§ To do
Output the first line below and each one after it, exactly, up to and including the line holding "display:grid; grid-template-columns:26px 1fr". Pictures should not be copied.

§ Provided data

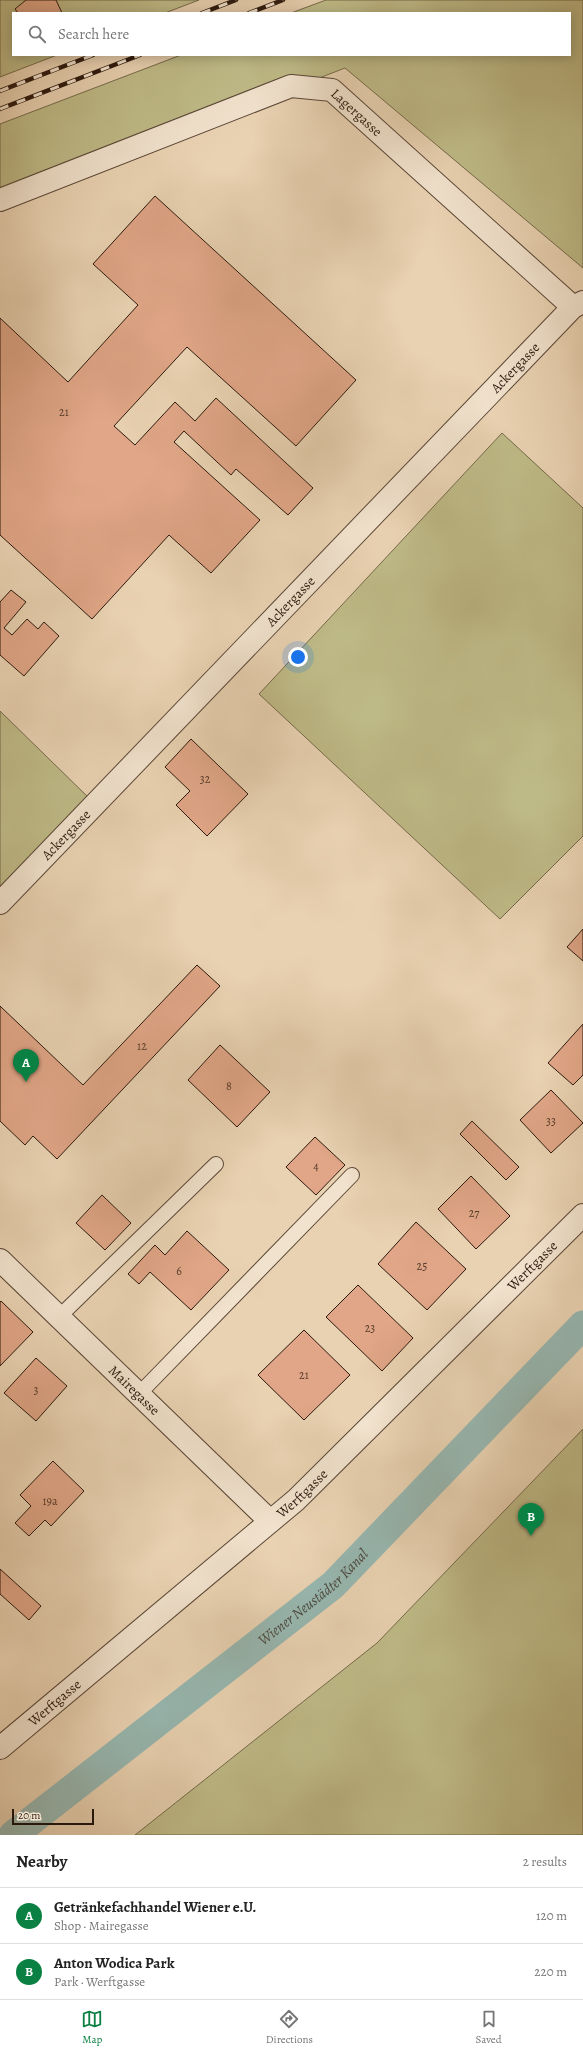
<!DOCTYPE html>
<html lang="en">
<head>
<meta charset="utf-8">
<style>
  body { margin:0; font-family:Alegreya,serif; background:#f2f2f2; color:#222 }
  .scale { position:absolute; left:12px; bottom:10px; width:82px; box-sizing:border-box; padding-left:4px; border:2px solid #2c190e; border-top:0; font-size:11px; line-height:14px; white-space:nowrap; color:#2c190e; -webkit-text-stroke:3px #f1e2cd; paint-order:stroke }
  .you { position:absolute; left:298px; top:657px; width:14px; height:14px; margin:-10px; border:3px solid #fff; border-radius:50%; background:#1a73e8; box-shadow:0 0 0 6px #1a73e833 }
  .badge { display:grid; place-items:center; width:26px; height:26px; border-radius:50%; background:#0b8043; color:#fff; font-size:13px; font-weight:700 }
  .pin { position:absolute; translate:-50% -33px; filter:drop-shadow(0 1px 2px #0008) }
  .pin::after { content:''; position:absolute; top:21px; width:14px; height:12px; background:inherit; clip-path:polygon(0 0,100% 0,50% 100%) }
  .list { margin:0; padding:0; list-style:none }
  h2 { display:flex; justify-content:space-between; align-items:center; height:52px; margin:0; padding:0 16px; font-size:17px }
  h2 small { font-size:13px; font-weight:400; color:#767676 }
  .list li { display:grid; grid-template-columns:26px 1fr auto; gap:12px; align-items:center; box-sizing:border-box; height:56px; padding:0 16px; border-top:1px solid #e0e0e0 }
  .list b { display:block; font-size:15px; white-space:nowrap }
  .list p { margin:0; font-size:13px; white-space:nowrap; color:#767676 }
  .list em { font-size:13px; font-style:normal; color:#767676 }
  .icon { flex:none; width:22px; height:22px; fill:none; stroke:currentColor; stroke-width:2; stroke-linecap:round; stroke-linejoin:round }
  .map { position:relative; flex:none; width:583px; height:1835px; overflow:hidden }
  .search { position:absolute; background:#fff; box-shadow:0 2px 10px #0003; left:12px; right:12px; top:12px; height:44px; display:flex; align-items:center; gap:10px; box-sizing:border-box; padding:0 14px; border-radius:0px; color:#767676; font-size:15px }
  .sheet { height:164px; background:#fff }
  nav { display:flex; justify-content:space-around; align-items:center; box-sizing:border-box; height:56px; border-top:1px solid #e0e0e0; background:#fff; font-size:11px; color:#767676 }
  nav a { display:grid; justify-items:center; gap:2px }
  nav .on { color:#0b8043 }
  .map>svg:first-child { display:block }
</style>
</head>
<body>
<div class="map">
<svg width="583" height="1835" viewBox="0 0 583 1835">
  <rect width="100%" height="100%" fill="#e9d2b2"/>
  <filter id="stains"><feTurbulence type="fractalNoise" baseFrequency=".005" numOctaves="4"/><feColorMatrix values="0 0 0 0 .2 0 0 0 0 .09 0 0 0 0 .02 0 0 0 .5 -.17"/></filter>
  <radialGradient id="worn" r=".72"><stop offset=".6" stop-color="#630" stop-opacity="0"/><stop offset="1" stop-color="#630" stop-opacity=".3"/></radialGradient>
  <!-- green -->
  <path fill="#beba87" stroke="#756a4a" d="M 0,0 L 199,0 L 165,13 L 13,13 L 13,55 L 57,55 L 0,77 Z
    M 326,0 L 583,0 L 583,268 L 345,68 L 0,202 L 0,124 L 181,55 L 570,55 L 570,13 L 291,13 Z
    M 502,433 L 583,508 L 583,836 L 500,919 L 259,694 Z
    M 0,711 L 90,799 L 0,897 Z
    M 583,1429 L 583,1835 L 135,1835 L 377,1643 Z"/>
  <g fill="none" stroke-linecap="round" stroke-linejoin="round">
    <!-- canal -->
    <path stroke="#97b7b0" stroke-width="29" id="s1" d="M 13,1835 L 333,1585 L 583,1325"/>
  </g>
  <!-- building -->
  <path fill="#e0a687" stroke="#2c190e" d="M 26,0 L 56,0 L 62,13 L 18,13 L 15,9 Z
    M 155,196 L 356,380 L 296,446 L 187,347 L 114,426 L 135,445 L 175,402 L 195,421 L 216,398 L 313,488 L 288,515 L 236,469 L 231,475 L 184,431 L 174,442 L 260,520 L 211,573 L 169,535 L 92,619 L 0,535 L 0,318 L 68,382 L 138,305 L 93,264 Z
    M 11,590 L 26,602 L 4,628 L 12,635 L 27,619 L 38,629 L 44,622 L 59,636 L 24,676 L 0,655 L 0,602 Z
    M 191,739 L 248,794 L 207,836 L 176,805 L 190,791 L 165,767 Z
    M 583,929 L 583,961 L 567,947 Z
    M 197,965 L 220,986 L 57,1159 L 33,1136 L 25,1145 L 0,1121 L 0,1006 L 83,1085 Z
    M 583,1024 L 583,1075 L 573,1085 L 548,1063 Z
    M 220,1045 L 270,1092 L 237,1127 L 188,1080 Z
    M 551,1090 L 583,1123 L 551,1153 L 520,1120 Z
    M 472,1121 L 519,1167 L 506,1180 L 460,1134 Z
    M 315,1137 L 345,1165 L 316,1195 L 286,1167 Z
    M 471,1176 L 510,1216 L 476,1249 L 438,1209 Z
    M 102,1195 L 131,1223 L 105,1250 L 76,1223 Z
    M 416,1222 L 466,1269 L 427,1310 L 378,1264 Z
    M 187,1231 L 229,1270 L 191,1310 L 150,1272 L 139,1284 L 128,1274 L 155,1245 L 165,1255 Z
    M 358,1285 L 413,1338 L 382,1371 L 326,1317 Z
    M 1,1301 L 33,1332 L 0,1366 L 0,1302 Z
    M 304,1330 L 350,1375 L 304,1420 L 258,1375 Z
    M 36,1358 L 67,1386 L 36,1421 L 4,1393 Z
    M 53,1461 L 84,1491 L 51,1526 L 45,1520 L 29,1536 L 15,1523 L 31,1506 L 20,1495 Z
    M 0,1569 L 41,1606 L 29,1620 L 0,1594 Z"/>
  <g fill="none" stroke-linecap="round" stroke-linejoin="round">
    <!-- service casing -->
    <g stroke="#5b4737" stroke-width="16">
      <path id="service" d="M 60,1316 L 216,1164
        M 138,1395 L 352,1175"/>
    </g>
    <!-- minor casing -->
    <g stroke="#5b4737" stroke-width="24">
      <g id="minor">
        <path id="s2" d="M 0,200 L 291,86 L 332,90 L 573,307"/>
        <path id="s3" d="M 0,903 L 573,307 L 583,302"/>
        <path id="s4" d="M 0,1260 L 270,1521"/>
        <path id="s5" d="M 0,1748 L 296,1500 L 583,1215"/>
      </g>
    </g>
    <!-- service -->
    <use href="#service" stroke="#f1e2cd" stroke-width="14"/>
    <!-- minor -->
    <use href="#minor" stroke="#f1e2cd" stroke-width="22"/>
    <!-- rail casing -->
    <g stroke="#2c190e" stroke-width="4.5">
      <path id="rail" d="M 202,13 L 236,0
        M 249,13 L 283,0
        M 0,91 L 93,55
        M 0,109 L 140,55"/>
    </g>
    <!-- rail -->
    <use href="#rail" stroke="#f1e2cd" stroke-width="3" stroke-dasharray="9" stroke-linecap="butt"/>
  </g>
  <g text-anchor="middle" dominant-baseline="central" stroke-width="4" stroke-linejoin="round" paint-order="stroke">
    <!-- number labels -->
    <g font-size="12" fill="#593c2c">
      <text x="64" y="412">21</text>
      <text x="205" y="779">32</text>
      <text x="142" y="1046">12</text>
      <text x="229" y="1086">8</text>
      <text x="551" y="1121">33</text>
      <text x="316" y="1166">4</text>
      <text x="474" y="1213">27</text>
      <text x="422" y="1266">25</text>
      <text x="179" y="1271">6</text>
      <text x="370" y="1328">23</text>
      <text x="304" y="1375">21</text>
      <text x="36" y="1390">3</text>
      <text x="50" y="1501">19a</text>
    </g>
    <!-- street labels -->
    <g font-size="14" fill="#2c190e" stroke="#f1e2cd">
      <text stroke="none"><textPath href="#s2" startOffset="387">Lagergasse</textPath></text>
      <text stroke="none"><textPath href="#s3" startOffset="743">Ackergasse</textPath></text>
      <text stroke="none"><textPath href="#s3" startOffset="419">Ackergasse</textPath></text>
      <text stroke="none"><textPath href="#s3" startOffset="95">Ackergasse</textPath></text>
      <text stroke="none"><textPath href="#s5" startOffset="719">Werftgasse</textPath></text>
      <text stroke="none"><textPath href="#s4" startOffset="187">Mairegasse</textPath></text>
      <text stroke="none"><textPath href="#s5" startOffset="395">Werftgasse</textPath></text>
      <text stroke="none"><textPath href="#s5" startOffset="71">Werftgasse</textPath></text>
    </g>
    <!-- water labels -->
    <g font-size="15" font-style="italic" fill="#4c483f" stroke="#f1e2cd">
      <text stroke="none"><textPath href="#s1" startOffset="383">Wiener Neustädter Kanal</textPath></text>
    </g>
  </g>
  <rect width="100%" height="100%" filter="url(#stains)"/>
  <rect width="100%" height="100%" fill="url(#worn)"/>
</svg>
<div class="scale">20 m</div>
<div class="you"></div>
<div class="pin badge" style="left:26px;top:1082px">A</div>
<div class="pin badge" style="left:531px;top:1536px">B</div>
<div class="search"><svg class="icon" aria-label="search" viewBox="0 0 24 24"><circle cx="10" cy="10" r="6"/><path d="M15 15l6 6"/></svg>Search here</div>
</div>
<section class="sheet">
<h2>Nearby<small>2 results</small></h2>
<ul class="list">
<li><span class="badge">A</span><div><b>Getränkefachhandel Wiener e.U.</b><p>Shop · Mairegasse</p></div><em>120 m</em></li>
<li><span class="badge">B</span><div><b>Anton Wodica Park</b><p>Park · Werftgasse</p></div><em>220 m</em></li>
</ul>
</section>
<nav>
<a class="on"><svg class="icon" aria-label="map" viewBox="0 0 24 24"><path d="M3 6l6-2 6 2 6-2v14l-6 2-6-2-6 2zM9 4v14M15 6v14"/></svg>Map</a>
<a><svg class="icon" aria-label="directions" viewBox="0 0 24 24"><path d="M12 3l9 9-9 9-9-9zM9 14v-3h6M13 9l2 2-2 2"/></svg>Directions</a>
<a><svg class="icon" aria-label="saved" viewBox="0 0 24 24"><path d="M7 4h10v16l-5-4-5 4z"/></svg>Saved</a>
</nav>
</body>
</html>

§ Reply to the task
<!DOCTYPE html>
<html lang="en">
<head>
<meta charset="utf-8">
<style>
  body { margin:0; font-family:Alegreya,serif; background:#f2f2f2; color:#222 }
  .scale { position:absolute; left:12px; bottom:10px; width:82px; box-sizing:border-box; padding-left:4px; border:2px solid #2c190e; border-top:0; font-size:11px; line-height:14px; white-space:nowrap; color:#2c190e; -webkit-text-stroke:3px #f1e2cd; paint-order:stroke }
  .you { position:absolute; left:298px; top:657px; width:14px; height:14px; margin:-10px; border:3px solid #fff; border-radius:50%; background:#1a73e8; box-shadow:0 0 0 6px #1a73e833 }
  .badge { display:grid; place-items:center; width:26px; height:26px; border-radius:50%; background:#0b8043; color:#fff; font-size:13px; font-weight:700 }
  .pin { position:absolute; translate:-50% -33px; filter:drop-shadow(0 1px 2px #0008) }
  .pin::after { content:''; position:absolute; top:21px; width:14px; height:12px; background:inherit; clip-path:polygon(0 0,100% 0,50% 100%) }
  .list { margin:0; padding:0; list-style:none }
  h2 { display:flex; justify-content:space-between; align-items:center; height:52px; margin:0; padding:0 16px; font-size:17px }
  h2 small { font-size:13px; font-weight:400; color:#767676 }
  .list li { display:grid; grid-template-columns:26px 1fr auto; gap:12px; align-items:center; box-sizing:border-box; height:56px; padding:0 16px; border-top:1px solid #e0e0e0 }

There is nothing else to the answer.